The COVID-19 pandemic is demonstrating the importance and usefulness of advanced care directives (ACDs) – sometimes referred to “living wills”.
We have been talking about ACDs for years but, as the pandemic continues, they are a key focus for those working in the public health, palliative care and aged care sectors. They should be a focus for many Australians.
An ACD, or living will, is a document (it can be as simple as a card in a wallet) that clearly sets out a person’s wishes about the type of medical care that person wants – or doesn’t want – and preferred outcomes in the case of an (unexpected) life threatening injury or illness. The document can also nominate a substitute decision-maker.
ACDs give people a voice. ACDs also provide guidance to family, clinicians and other health professionals when faced with decisions about a person’s care.
Health professionals and family members must follow a valid ACD – to do otherwise can lead to criminal or civil sanctions. ACDs are given recognition at common law (except in Queensland) and in legislation in states and territories except for NSW and Tasmania. The law is different in each jurisdiction but in NSW, an ACD made in another state or territory remains enforceable.

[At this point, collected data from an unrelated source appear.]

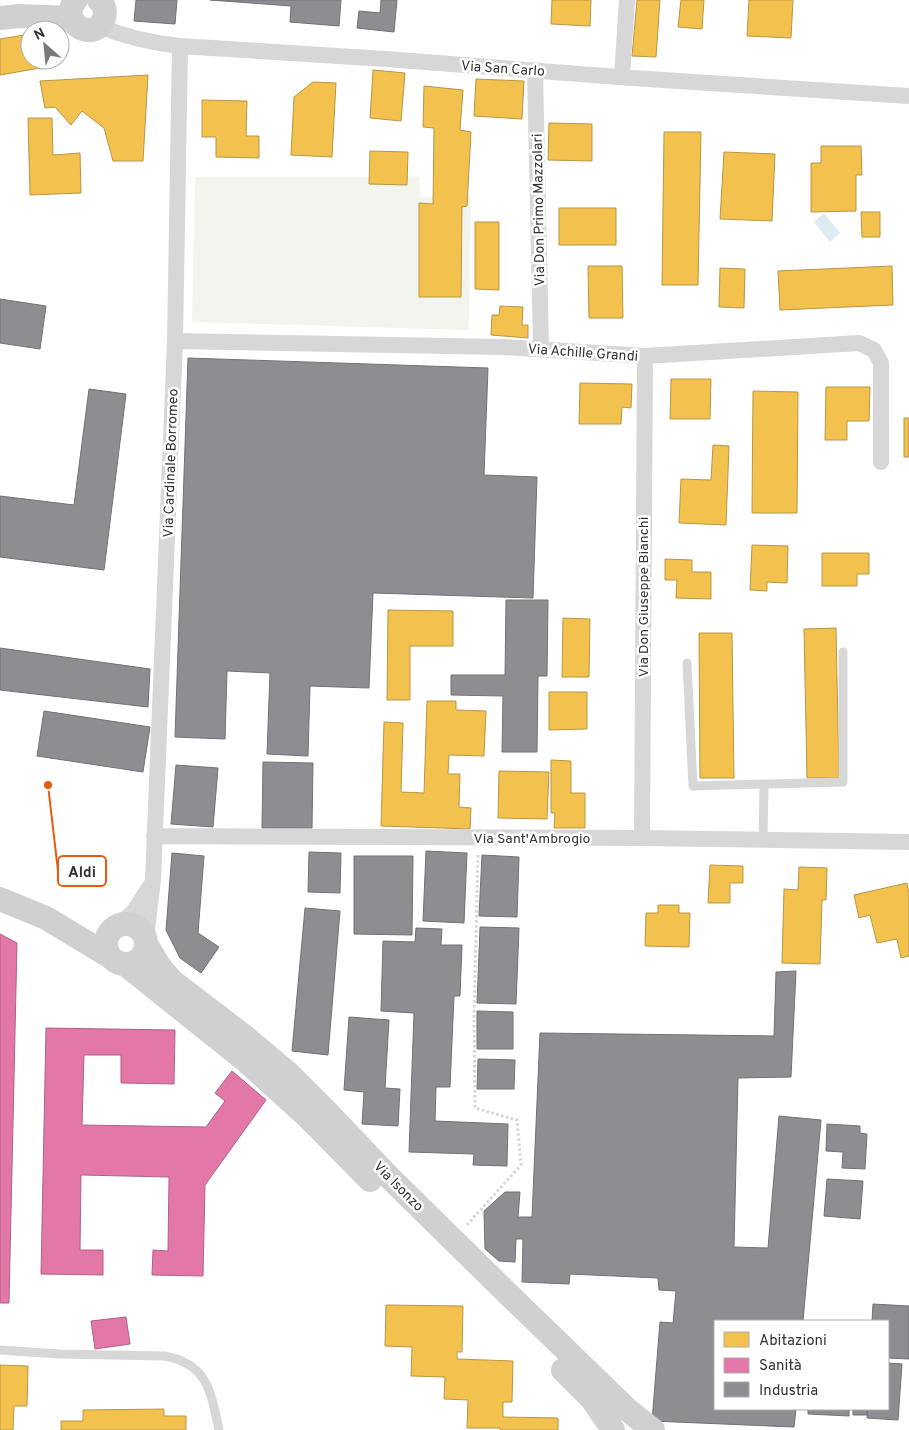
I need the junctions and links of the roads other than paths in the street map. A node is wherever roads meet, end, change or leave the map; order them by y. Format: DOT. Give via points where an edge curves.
graph roads {
  1 [pos="100,0"];
  2 [pos="627,0"];
  3 [pos="74,9"];
  4 [pos="0,18"];
  5 [pos="99,26"];
  6 [pos="180,46"];
  7 [pos="536,70"];
  8 [pos="622,77"];
  9 [pos="909,96"];
  10 [pos="175,341"];
  11 [pos="541,349"];
  12 [pos="645,356"];
  13 [pos="881,462"];
  14 [pos="843,652"];
  15 [pos="687,663"];
  16 [pos="764,784"];
  17 [pos="154,836"];
  18 [pos="642,838"];
  19 [pos="763,840"];
  20 [pos="909,842"];
  21 [pos="153,880"];
  22 [pos="0,899"];
  23 [pos="46,918"];
  24 [pos="115,927"];
  25 [pos="146,941"];
  26 [pos="117,960"];
  27 [pos="0,1350"];
  28 [pos="219,1430"];
  29 [pos="613,1430"];
  30 [pos="653,1430"];
  1 -- 5 [label="street" via="105,12"];
  2 -- 8 [label="street"];
  3 -- 4 [label="street"];
  3 -- 5 [label="street" via="78,27 89,30"];
  5 -- 6 [label="street, Via San Carlo" via="149,42"];
  6 -- 7 [label="street, Via San Carlo"];
  6 -- 10 [label="street, Via Cardinale Borromeo"];
  7 -- 8 [label="street, Via San Carlo"];
  7 -- 11 [label="street, Via Don Primo Mazzolari"];
  8 -- 9 [label="street, Via San Carlo"];
  10 -- 11 [label="street, Via Achille Grandi"];
  10 -- 17 [label="street, Via Cardinale Borromeo"];
  11 -- 12 [label="street, Via Achille Grandi"];
  12 -- 13 [label="street, Via Achille Grandi" via="863,344 874,350 881,363"];
  12 -- 18 [label="street, Via Don Giuseppe Bianchi"];
  14 -- 16 [label="lane" via="843,782"];
  15 -- 16 [label="lane" via="693,786"];
  16 -- 19 [label="lane"];
  17 -- 18 [label="street, Via Sant'Ambrogio"];
  17 -- 21 [label="street, Via Cardinale Borromeo"];
  18 -- 19 [label="street, Via Sant'Ambrogio"];
  19 -- 20 [label="street, Via Sant'Ambrogio"];
  21 -- 24 [label="street, Via Cardinale Borromeo" via="138,905"];
  21 -- 25 [label="street, Via Cardinale Borromeo"];
  22 -- 23 [label="street, Via Isonzo"];
  23 -- 24 [label="street, Via Isonzo"];
  23 -- 26 [label="street, Via Isonzo"];
  24 -- 25 [label="street" via="133,924"];
  24 -- 26 [label="street" via="105,943"];
  25 -- 26 [label="street" via="143,956 132,964"];
  25 -- 30 [label="street, Via Isonzo" via="160,968 172,981 288,1073 453,1241 629,1411"];
  26 -- 29 [label="street, Via Isonzo" via="246,1061 308,1117 583,1390"];
  27 -- 28 [label="lane" via="174,1358 193,1367 208,1385"];
}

Clinicians have pointed out that people incorrectly believe that every person who contracts COVID-19 will be in hospital and placed on a ventilator. Some people neither want nor need to be in a hospital environment. And in the situation of a rapidly deteriorating patient needing palliative care, this can be provided anywhere – in a home and in hospital. One less person going to hospital reduces demand on precious ventilators.
Clinicians need to be able to access a very clear plan for how to proceed when faced with a rapidly deteriorating patient. ACDs provide such clarity and are of particular value when having to make decisions about hospitalisation versus home care. A living will can be placed in your My Health Record.
Well run aged care facilities start advance care planning with residents and their families when the resident comes to live there. But the need for an ACD can occur at any stage of life.
COVID-19 is a reminder to us all about the need to have the conversation about treatment options at the appropriate time, and the need for an ACD.